### TASK TO COMPLETE
Set down every line below, word for word.

── STORED DATA

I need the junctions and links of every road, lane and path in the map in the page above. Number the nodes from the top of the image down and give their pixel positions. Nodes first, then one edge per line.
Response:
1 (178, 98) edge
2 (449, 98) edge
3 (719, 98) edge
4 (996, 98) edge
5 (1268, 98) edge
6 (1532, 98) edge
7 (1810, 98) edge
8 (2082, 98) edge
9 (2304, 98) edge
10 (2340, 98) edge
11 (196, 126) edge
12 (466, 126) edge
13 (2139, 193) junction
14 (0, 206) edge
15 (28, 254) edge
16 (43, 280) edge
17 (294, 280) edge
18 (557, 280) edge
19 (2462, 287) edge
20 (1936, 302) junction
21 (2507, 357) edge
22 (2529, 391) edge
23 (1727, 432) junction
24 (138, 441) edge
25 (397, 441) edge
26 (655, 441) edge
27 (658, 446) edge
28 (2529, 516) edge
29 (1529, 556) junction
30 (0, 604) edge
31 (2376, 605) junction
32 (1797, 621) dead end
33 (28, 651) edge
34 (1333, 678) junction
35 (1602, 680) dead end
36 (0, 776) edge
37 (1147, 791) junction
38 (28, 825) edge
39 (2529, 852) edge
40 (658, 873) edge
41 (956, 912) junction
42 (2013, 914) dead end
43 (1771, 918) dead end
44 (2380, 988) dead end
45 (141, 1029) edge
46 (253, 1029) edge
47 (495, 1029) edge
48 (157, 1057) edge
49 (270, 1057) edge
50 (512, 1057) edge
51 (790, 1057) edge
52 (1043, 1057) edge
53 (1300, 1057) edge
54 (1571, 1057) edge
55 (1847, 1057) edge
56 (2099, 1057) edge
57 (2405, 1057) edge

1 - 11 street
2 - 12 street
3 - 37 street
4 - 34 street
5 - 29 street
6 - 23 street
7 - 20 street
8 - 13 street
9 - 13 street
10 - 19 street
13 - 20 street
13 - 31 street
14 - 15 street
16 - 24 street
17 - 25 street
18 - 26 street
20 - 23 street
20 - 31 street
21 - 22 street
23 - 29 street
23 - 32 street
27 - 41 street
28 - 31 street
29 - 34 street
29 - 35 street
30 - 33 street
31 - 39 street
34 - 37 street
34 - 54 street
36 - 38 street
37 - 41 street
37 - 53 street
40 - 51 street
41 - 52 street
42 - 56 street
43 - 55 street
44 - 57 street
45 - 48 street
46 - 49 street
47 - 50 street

────

### ANSWER FOR THE TASK
I need the junctions and links of every road, lane and path in the map in the page above. Number the nodes from the top of the image down and give their pixel positions. Nodes first, then one edge per line.
Response:
1 (178, 98) edge
2 (449, 98) edge
3 (719, 98) edge
4 (996, 98) edge
5 (1268, 98) edge
6 (1532, 98) edge
7 (1810, 98) edge
8 (2082, 98) edge
9 (2304, 98) edge
10 (2340, 98) edge
11 (196, 126) edge
12 (466, 126) edge
13 (2139, 193) junction
14 (0, 206) edge
15 (28, 254) edge
16 (43, 280) edge
17 (294, 280) edge
18 (557, 280) edge
19 (2462, 287) edge
20 (1936, 302) junction
21 (2507, 357) edge
22 (2529, 391) edge
23 (1727, 432) junction
24 (138, 441) edge
25 (397, 441) edge
26 (655, 441) edge
27 (658, 446) edge
28 (2529, 516) edge
29 (1529, 556) junction
30 (0, 604) edge
31 (2376, 605) junction
32 (1797, 621) dead end
33 (28, 651) edge
34 (1333, 678) junction
35 (1602, 680) dead end
36 (0, 776) edge
37 (1147, 791) junction
38 (28, 825) edge
39 (2529, 852) edge
40 (658, 873) edge
41 (956, 912) junction
42 (2013, 914) dead end
43 (1771, 918) dead end
44 (2380, 988) dead end
45 (141, 1029) edge
46 (253, 1029) edge
47 (495, 1029) edge
48 (157, 1057) edge
49 (270, 1057) edge
50 (512, 1057) edge
51 (790, 1057) edge
52 (1043, 1057) edge
53 (1300, 1057) edge
54 (1571, 1057) edge
55 (1847, 1057) edge
56 (2099, 1057) edge
57 (2405, 1057) edge

1 - 11 street
2 - 12 street
3 - 37 street
4 - 34 street
5 - 29 street
6 - 23 street
7 - 20 street
8 - 13 street
9 - 13 street
10 - 19 street
13 - 20 street
13 - 31 street
14 - 15 street
16 - 24 street
17 - 25 street
18 - 26 street
20 - 23 street
20 - 31 street
21 - 22 street
23 - 29 street
23 - 32 street
27 - 41 street
28 - 31 street
29 - 34 street
29 - 35 street
30 - 33 street
31 - 39 street
34 - 37 street
34 - 54 street
36 - 38 street
37 - 41 street
37 - 53 street
40 - 51 street
41 - 52 street
42 - 56 street
43 - 55 street
44 - 57 street
45 - 48 street
46 - 49 street
47 - 50 street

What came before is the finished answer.